■ Supplied records
_ _ _
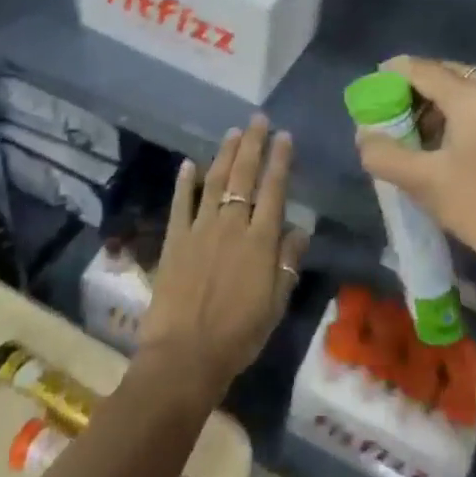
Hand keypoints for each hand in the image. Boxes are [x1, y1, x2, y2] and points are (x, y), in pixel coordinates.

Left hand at [137, 116, 308, 404]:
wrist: (185, 356)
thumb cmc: (238, 335)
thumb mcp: (275, 304)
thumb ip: (287, 262)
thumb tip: (300, 228)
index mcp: (260, 241)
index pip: (274, 190)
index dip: (280, 160)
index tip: (284, 136)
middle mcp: (231, 225)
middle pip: (244, 176)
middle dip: (253, 145)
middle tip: (258, 120)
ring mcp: (200, 229)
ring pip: (215, 182)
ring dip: (224, 154)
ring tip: (233, 132)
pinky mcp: (175, 239)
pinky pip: (181, 204)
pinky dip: (185, 182)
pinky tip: (189, 163)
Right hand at [355, 56, 475, 296]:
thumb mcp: (425, 184)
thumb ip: (384, 154)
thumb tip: (365, 135)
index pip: (422, 69)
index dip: (392, 75)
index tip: (373, 90)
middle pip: (449, 74)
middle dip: (418, 92)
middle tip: (397, 119)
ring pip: (472, 89)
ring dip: (444, 105)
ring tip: (425, 138)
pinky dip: (469, 114)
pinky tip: (459, 146)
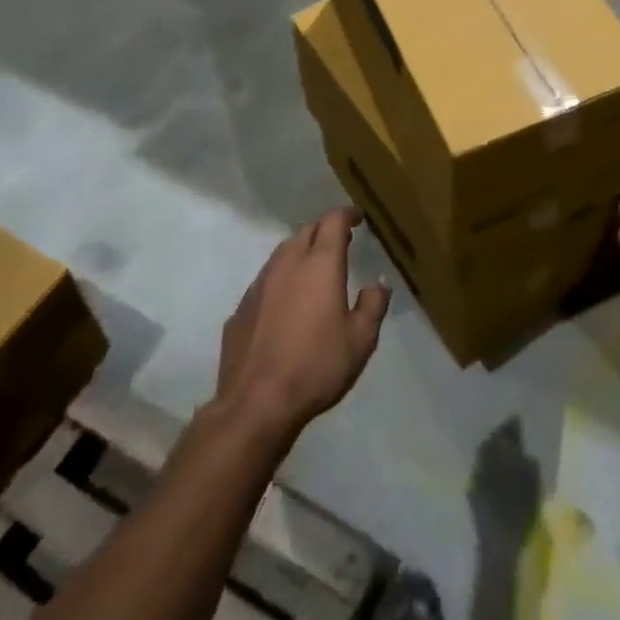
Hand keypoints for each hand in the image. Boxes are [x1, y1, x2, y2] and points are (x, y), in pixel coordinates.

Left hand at [215, 208, 390, 442]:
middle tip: (339, 240)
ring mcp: (260, 284)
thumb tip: (378, 283)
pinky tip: (286, 300)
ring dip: (301, 250)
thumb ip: (373, 305)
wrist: (255, 404)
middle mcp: (288, 263)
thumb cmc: (316, 366)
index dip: (346, 215)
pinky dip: (281, 278)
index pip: (333, 221)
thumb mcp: (360, 340)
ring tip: (313, 265)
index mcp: (320, 264)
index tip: (357, 218)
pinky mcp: (241, 308)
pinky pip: (266, 280)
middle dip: (324, 229)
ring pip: (283, 252)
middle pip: (306, 231)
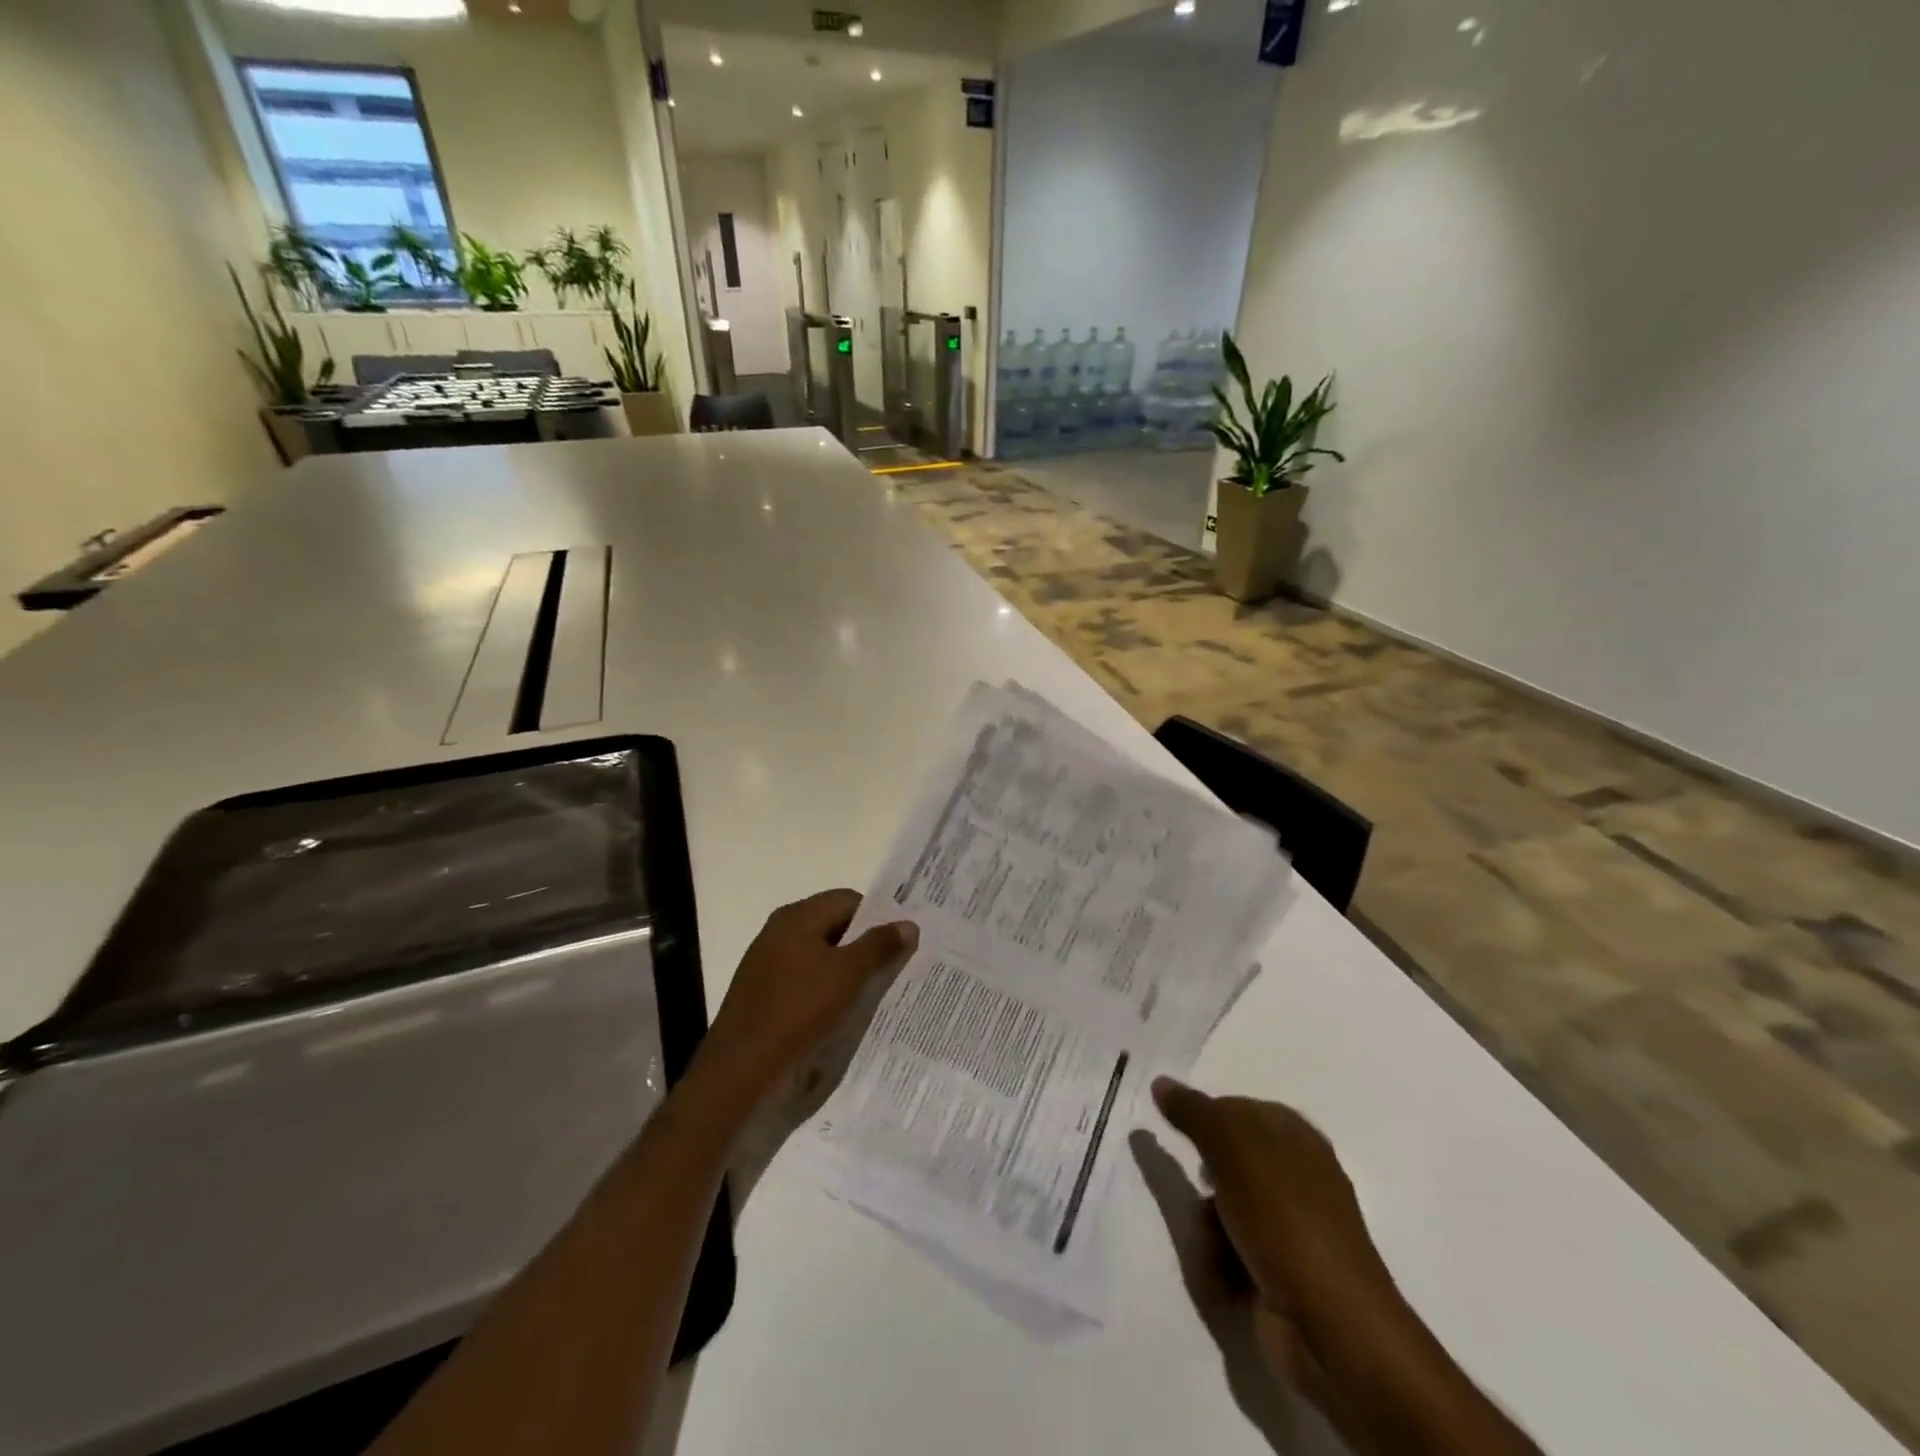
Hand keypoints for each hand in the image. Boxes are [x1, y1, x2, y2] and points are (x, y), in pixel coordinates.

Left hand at [693, 891, 917, 1119]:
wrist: (741, 1066)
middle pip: (833, 923)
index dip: (877, 915)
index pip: (848, 899)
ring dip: (846, 966)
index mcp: (797, 916)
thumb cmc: (798, 1009)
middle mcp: (779, 930)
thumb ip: (879, 946)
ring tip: (872, 989)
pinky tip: (839, 1008)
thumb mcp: (848, 975)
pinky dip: (825, 985)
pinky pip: (803, 976)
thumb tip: (909, 923)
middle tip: (894, 965)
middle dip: (864, 942)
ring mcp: (767, 961)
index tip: (901, 941)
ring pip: (819, 952)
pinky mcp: (762, 990)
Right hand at [1150, 1078, 1539, 1455]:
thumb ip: (1195, 1112)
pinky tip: (1224, 1276)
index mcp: (1296, 1138)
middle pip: (1227, 1161)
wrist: (1332, 1327)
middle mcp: (1295, 1177)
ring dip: (1208, 1226)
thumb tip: (1161, 1082)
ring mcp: (1290, 1228)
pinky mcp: (1280, 1272)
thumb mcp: (1234, 1150)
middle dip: (1205, 1178)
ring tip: (1213, 1245)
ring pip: (1224, 1208)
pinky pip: (1232, 1250)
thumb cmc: (1285, 1220)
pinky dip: (1221, 1260)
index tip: (1184, 1133)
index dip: (1209, 1118)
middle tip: (1202, 1188)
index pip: (1239, 1108)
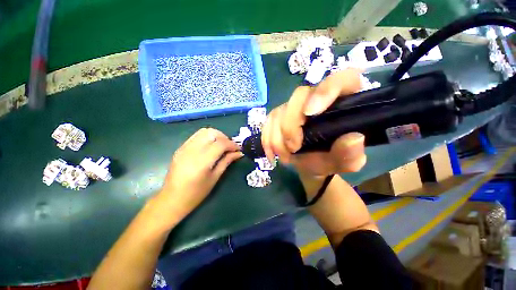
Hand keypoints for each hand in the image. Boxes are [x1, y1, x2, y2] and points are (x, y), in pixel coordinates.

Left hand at [157, 128, 242, 217]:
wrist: (172, 199)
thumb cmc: (196, 193)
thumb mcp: (215, 177)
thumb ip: (227, 161)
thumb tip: (239, 153)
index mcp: (201, 161)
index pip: (220, 144)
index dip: (232, 145)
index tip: (238, 149)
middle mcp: (192, 150)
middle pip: (212, 133)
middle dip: (224, 137)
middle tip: (230, 147)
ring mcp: (184, 147)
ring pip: (204, 131)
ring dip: (216, 136)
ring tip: (221, 146)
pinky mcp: (181, 147)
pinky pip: (197, 136)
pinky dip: (207, 137)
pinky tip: (210, 147)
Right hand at [261, 69, 366, 177]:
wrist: (309, 165)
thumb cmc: (329, 161)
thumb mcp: (344, 163)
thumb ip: (351, 154)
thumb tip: (354, 138)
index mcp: (341, 103)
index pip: (340, 80)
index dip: (325, 90)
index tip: (310, 113)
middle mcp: (315, 99)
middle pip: (299, 95)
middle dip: (291, 124)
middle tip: (293, 148)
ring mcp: (294, 107)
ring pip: (280, 111)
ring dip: (278, 137)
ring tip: (285, 157)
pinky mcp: (279, 116)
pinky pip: (268, 122)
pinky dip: (268, 139)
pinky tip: (272, 153)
_ _ _
■ Work item
In the answer, give only the lines from the top of the data above through the line with "index dip: (877, 915)", reproduced exactly; no picture may appear.

■ Exercise answer
Hand keypoints for each hand in the image. Boxes are [x1, y1, x2, y2] and points are (x, y), in pixel coordinates.

Left hand at [137, 116, 308, 404]:
wrist: (185, 356)
thumb cmc: (238, 335)
thumb mcp: (275, 304)
thumb ip: (287, 262)
thumb tip: (300, 228)
index mcp: (260, 241)
index pip: (274, 190)
index dip: (280, 160)
index tip: (284, 136)
middle mcp: (231, 225)
middle pip: (244, 176)
middle dip: (253, 145)
middle tip: (258, 120)
ring mcp: (200, 229)
ring pip: (215, 182)
ring dip: (224, 154)
ring tip: (233, 132)
pinky mcp: (175, 239)
pinky pip: (181, 204)
pinky dip: (185, 182)
pinky tip: (189, 163)
Right hand at [355, 56, 475, 296]:
thumb mcp: (425, 184)
thumb ip: (384, 154)
thumb tip: (365, 135)
index pip: (422, 69)
index dip: (392, 75)
index tip: (373, 90)
middle pip: (449, 74)
middle dip: (418, 92)
middle tip: (397, 119)
ring pip: (472, 89)
ring dip: (444, 105)
ring tip: (425, 138)
pinky dip: (469, 114)
pinky tip: (459, 146)
Hand keypoints for each hand in the image. Boxes are [x1, y1, x2, y2] and points are (x, y), in pixel coordinates.

Left hand at [215, 208, 390, 442]:
middle tip: (339, 240)
ring mcp: (260, 284)
thumb tip: (378, 283)
pinky tip: (286, 300)
ring dip: (301, 250)
thumb ip: (373, 305)
wrist: (255, 404)
middle mcp: (288, 263)
thumb cmc: (316, 366)
index dip: (346, 215)
pinky dip: (281, 278)
index pip: (333, 221)
thumb mcp: (360, 340)
ring tip: (313, 265)
index mcp: (320, 264)
index tip: (357, 218)
pinky mcp: (241, 308)
pinky pip: (266, 280)
middle dip: (324, 229)
ring pip: (283, 252)
middle pip: (306, 231)
Hand keypoints for each hand in the image. Boxes are [x1, y1, x2, y2] and points are (x, y), in pixel coordinates.

Left hand at [693, 891, 917, 1119]:
wrist: (741, 1066)
middle pip: (833, 923)
index dip: (877, 915)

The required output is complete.